E’ fantastico vedere le miriadi di grigliate granata, feste, club su internet eccetera ma tutto tutto tutto senza il minimo collante o forse no il collante è e resta il Toro, ma senza un progetto comune capace di scongiurare questa schizofrenia ormai cronica.
Allora concentriamoci sui di un obiettivo solo, Tutti: non è la serie A od il sostegno alla squadra (quello è lapalissiano) ma concentriamoci sul Fila, sulla casa, sulla sua gestione, colpiamo chi ci vuole male proprio su quello che loro non saranno mai: Tori e su quello che vogliono toglierci, invidiosi di non averlo mai avuto così come un cuore: Torino.
Adesso che le ipoteche sono pare definitivamente cadute, che c’è un progetto di azionariato popolare vero (TOROMIO), adesso che anche il Comune si dichiara aperto ad aiutare per tentare maldestramene di compensare lo squallido servilismo verso i badola e le loro speculazioni immobiliari,  adesso che siamo al vivere o perire è ADESSO O MAI PIU’!

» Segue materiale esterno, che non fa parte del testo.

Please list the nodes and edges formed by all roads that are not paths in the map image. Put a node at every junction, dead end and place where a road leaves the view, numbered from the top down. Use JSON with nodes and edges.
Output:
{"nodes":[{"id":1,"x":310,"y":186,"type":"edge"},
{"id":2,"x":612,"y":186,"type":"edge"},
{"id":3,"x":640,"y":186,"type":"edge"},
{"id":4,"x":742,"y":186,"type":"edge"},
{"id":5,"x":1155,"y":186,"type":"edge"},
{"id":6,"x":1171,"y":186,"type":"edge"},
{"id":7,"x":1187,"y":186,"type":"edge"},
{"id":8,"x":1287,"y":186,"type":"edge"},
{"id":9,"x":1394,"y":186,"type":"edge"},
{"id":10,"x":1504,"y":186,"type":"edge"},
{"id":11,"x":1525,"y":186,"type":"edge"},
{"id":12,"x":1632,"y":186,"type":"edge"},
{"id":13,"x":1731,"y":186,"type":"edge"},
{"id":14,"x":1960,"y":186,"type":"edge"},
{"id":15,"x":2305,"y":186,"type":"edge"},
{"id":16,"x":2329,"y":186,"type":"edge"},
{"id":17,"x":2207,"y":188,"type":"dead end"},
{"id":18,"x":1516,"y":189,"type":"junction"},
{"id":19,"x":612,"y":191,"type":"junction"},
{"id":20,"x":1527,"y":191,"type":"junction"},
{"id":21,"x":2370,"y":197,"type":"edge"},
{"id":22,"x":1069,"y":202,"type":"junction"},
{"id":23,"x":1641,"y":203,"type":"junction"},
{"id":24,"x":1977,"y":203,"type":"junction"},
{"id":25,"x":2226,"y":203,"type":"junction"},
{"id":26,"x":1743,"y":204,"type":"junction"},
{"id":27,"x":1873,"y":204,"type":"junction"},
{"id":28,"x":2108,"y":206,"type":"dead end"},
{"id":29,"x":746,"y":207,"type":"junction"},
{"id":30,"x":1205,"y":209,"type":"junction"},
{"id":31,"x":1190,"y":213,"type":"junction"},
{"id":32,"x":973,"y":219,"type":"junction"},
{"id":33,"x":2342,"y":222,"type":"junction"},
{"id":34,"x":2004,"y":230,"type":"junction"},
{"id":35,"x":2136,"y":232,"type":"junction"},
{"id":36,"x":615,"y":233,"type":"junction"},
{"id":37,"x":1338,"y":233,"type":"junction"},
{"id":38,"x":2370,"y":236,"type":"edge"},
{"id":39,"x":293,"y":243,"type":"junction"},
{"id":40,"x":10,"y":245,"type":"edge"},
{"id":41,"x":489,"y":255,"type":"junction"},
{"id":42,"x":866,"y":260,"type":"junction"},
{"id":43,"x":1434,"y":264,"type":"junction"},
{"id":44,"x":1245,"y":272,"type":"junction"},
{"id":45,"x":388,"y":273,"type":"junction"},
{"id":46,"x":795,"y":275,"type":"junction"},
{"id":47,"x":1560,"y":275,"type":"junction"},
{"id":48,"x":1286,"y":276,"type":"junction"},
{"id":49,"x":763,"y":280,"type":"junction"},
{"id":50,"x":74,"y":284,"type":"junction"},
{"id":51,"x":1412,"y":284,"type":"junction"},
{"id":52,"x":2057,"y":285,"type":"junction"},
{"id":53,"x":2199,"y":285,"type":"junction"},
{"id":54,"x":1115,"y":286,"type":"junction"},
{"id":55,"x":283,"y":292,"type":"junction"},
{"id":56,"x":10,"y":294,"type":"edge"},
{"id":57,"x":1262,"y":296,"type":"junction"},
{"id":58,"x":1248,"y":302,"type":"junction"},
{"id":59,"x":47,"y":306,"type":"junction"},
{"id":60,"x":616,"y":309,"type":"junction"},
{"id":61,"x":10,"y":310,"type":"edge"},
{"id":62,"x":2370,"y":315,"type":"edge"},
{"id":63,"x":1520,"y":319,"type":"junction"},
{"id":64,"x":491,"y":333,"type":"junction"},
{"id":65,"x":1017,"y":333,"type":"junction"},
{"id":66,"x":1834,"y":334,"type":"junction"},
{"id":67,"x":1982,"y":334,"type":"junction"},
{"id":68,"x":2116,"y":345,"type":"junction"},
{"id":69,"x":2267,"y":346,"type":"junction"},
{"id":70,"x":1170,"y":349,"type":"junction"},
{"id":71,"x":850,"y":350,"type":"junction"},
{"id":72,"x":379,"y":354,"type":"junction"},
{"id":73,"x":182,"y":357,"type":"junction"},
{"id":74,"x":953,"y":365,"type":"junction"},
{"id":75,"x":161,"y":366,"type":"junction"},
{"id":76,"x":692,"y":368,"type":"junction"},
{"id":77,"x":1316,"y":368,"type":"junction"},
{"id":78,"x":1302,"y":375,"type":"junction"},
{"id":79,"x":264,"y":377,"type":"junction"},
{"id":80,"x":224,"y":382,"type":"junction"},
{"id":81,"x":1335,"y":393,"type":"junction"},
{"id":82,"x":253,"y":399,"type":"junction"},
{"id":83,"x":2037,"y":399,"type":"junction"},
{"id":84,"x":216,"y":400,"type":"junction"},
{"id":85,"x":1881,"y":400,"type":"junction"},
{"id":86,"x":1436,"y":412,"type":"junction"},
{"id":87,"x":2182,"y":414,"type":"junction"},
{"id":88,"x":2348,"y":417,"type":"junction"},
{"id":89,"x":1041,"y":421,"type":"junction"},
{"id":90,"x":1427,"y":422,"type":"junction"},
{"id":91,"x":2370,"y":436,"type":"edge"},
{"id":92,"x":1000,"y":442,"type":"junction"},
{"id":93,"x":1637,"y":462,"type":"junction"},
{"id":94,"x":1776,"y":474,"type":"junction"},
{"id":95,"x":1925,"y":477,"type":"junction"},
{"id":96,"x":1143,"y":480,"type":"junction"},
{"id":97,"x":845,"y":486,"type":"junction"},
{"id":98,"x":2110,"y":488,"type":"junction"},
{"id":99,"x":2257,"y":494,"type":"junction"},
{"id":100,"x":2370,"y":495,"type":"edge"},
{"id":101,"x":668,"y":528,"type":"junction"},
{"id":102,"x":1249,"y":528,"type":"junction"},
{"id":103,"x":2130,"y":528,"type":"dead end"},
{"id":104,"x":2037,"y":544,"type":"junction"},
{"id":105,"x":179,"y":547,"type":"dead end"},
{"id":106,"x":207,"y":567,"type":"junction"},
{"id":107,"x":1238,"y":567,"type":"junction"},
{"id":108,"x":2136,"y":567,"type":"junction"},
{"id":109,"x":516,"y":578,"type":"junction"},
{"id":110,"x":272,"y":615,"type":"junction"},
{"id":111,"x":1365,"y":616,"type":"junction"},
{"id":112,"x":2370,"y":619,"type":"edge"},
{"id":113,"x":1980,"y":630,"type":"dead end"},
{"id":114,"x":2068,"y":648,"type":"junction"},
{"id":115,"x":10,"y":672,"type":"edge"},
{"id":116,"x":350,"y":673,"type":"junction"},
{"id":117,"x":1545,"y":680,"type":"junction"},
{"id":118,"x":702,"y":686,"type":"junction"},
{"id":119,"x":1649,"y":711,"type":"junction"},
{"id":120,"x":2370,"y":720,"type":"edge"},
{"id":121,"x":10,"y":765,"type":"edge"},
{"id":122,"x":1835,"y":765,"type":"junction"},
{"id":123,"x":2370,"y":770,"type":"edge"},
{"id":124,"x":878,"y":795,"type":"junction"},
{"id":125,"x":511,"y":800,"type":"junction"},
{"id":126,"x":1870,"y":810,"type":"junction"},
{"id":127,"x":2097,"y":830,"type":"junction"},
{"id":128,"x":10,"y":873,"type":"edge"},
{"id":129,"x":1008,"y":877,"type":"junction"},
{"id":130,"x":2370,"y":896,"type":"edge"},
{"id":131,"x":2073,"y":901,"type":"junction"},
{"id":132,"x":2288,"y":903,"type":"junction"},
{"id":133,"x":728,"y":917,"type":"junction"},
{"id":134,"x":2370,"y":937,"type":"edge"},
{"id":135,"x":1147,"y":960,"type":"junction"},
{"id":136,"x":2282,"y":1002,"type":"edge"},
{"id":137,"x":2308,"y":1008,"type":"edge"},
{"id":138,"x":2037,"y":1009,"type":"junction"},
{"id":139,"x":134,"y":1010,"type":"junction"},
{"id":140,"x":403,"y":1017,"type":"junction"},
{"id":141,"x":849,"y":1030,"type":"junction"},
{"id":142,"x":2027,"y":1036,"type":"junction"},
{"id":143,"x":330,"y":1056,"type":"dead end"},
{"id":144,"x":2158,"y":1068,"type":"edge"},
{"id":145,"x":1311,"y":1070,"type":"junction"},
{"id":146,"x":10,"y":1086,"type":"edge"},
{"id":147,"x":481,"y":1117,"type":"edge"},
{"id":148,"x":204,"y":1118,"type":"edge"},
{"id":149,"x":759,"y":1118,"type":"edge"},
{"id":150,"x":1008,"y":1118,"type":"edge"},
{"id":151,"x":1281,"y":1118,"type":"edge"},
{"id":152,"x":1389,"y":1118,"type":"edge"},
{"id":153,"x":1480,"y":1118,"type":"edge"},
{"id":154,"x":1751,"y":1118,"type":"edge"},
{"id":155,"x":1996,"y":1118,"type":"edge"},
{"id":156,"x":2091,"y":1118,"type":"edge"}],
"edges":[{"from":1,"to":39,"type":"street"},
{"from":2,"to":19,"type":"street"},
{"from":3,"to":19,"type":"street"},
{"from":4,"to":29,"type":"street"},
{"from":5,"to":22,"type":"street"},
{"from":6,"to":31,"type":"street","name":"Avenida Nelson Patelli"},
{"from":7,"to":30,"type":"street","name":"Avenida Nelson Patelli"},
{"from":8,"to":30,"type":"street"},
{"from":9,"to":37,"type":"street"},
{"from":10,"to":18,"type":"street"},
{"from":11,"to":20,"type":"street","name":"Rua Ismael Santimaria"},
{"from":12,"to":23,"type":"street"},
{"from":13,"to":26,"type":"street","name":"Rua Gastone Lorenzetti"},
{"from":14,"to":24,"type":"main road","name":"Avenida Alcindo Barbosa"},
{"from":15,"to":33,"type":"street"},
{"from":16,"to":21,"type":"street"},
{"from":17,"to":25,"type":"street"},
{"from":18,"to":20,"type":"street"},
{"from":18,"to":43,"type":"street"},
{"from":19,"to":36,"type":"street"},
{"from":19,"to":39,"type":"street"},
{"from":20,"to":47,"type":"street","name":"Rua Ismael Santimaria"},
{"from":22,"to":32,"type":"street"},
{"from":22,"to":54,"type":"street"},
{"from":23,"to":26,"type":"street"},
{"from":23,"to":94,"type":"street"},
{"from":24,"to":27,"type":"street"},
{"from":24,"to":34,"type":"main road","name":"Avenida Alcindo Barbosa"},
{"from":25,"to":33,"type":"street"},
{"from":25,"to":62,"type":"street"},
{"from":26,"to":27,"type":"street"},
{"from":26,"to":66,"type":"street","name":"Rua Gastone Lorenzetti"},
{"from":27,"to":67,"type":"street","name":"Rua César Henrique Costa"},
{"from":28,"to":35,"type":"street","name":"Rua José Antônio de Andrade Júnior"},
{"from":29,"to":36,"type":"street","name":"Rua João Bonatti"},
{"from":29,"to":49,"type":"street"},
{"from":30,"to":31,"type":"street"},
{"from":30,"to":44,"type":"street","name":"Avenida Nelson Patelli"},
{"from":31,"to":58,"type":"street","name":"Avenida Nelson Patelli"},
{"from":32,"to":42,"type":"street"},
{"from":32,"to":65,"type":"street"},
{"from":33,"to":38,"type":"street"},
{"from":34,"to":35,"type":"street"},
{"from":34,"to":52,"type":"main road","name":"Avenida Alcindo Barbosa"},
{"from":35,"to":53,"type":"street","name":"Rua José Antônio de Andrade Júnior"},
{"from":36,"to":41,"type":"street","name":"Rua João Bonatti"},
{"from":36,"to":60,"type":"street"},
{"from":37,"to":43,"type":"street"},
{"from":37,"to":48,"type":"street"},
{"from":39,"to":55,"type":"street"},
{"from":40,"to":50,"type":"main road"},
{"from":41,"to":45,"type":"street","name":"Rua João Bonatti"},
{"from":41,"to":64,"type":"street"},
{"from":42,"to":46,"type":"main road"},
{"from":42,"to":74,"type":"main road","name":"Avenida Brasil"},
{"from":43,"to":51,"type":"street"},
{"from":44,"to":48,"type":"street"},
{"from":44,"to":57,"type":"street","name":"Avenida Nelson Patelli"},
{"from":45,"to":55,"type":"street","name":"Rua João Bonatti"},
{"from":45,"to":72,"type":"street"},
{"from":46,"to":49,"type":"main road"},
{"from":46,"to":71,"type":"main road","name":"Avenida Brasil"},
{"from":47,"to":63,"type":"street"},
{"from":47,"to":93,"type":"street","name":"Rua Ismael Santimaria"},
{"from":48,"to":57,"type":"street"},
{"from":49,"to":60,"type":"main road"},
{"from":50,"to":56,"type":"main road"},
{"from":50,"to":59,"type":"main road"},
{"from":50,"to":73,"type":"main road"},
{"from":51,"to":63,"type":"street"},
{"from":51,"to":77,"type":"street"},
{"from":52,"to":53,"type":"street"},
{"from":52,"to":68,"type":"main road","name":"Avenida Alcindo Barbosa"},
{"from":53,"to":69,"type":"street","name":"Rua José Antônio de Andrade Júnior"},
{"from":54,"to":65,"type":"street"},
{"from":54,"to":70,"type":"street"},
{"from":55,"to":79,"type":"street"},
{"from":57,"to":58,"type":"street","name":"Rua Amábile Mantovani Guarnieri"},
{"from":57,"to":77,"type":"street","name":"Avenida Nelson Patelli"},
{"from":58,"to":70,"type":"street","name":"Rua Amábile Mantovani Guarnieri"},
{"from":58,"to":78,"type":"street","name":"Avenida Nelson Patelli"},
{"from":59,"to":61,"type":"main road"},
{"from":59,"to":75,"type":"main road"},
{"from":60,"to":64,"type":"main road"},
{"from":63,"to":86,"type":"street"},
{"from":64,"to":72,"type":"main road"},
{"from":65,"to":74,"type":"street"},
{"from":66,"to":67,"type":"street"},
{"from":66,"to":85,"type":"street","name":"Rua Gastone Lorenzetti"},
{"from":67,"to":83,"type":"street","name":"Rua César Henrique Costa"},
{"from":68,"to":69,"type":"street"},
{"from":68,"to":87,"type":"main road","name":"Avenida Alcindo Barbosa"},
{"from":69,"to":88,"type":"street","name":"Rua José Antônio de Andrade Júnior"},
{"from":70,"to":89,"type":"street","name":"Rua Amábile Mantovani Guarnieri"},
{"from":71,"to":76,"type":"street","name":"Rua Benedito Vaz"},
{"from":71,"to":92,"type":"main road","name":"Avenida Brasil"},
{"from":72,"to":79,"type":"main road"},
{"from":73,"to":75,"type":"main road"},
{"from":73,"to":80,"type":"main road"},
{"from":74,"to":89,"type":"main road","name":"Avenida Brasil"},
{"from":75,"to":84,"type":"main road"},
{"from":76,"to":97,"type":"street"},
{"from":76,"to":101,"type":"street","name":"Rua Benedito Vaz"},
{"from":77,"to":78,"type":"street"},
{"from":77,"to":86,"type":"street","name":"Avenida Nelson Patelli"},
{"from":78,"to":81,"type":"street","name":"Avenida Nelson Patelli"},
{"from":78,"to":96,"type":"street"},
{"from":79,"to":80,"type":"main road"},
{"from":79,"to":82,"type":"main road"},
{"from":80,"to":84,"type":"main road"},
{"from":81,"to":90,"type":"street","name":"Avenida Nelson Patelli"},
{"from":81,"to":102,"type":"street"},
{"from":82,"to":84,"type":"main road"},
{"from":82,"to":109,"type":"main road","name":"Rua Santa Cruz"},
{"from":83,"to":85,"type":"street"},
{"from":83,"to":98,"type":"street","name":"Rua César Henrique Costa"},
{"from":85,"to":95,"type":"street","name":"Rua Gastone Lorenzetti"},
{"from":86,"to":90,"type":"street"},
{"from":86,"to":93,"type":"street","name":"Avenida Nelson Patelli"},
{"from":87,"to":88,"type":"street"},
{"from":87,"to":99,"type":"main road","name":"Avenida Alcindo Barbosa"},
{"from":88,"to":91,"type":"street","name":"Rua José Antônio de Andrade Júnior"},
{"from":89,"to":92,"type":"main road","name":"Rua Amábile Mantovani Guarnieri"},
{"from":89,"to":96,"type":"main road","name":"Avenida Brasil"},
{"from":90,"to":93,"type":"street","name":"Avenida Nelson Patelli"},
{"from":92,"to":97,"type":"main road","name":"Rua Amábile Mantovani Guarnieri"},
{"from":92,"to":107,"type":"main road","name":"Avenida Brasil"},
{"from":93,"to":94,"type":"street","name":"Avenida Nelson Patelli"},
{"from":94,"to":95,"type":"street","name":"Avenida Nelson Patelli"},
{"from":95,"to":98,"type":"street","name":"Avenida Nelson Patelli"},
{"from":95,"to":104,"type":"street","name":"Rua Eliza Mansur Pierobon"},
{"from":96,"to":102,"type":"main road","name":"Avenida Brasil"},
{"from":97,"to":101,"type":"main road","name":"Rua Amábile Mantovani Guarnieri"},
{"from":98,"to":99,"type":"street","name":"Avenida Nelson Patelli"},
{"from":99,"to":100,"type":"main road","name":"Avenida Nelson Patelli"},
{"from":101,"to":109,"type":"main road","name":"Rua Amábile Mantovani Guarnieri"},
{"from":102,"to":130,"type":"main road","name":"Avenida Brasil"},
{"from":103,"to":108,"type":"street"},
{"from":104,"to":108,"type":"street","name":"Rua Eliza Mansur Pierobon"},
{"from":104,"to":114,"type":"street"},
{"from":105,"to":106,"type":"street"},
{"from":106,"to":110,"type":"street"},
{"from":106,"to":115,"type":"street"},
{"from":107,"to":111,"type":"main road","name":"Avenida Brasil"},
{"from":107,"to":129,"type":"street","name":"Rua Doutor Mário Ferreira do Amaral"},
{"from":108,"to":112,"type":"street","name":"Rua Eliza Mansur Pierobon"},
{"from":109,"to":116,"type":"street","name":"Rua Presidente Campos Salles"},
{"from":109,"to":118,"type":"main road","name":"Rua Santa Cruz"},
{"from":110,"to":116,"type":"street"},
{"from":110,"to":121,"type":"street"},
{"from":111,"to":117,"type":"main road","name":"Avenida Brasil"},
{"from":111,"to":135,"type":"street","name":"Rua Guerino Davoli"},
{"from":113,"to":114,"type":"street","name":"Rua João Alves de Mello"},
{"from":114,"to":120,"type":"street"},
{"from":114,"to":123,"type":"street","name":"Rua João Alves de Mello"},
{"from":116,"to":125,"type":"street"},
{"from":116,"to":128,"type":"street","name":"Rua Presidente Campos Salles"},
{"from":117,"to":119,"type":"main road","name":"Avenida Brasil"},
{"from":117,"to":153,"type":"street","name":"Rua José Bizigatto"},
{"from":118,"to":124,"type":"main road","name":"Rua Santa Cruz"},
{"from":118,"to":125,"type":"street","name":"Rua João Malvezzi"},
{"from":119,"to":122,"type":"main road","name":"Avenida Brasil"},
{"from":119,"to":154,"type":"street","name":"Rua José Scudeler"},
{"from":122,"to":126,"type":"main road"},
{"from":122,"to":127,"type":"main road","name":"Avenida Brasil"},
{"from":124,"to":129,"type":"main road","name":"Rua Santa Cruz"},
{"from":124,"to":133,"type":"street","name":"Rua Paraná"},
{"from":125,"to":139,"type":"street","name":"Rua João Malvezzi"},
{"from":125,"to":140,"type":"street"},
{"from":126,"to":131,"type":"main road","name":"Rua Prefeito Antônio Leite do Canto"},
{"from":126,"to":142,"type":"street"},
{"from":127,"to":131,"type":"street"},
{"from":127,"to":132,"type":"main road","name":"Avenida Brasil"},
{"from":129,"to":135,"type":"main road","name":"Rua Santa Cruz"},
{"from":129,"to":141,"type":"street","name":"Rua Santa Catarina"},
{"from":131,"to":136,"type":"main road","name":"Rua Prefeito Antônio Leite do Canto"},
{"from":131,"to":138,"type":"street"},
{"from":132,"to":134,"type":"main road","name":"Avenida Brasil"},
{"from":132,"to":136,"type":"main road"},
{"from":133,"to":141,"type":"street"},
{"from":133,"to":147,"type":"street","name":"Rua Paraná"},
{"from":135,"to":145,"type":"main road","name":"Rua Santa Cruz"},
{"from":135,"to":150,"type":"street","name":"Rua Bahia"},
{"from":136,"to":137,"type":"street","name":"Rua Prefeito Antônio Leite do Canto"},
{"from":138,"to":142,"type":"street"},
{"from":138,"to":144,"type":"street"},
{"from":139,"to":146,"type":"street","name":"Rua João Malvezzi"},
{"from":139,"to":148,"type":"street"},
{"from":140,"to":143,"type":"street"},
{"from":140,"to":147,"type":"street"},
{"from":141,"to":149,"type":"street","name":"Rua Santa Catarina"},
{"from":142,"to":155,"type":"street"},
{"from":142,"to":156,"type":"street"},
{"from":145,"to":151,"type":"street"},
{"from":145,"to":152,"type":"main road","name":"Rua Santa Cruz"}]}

Riprendiamoci la Città e Noi stessi, aspettando dirigenti in grado di capire, muoviamoci noi, ma assolutamente tutti insieme, è l’occasione di Vincere per davvero e rinascere ancora una volta e non mi trovo visionario piuttosto realista in nome di tutto quello che è, ho voglia di un CLN granata che trovi dimora.
Nel decidere di combattere la malattia c’è la metà e più della guarigione altrimenti inutile vivere.
Chi vuol contestare Cairo benvenga  chi lo sostiene ugualmente, ci troviamo come un paese, metti l’Italia di fronte ad una epidemia, in tali occasioni gli schieramenti  politici diventano incostistenti ed inutili, di fronte all’emergenza e spesso tale comportamento porta ad una evoluzione del pensiero da partigiano ad attore del proprio destino, la Società compie passi da gigante.
In queste condizioni di solito ci si riconosce infine come Uomini e non come categorie e si fanno veramente delle belle cose, le più belle.
Combattiamo se ancora crediamo nel Toro, quello vero, combattiamo per il Toro.
Perchè Il Torino  è come un mugnaio, gli altri sono quelli che ti rubano la farina per rivenderti il pane, allora:
RICOSTRUIAMO IL MULINO che l’acqua tornerà e proteggiamolo dai ladri e ricominciamo a mangiare pane biologico aspettando il salame da metterci dentro.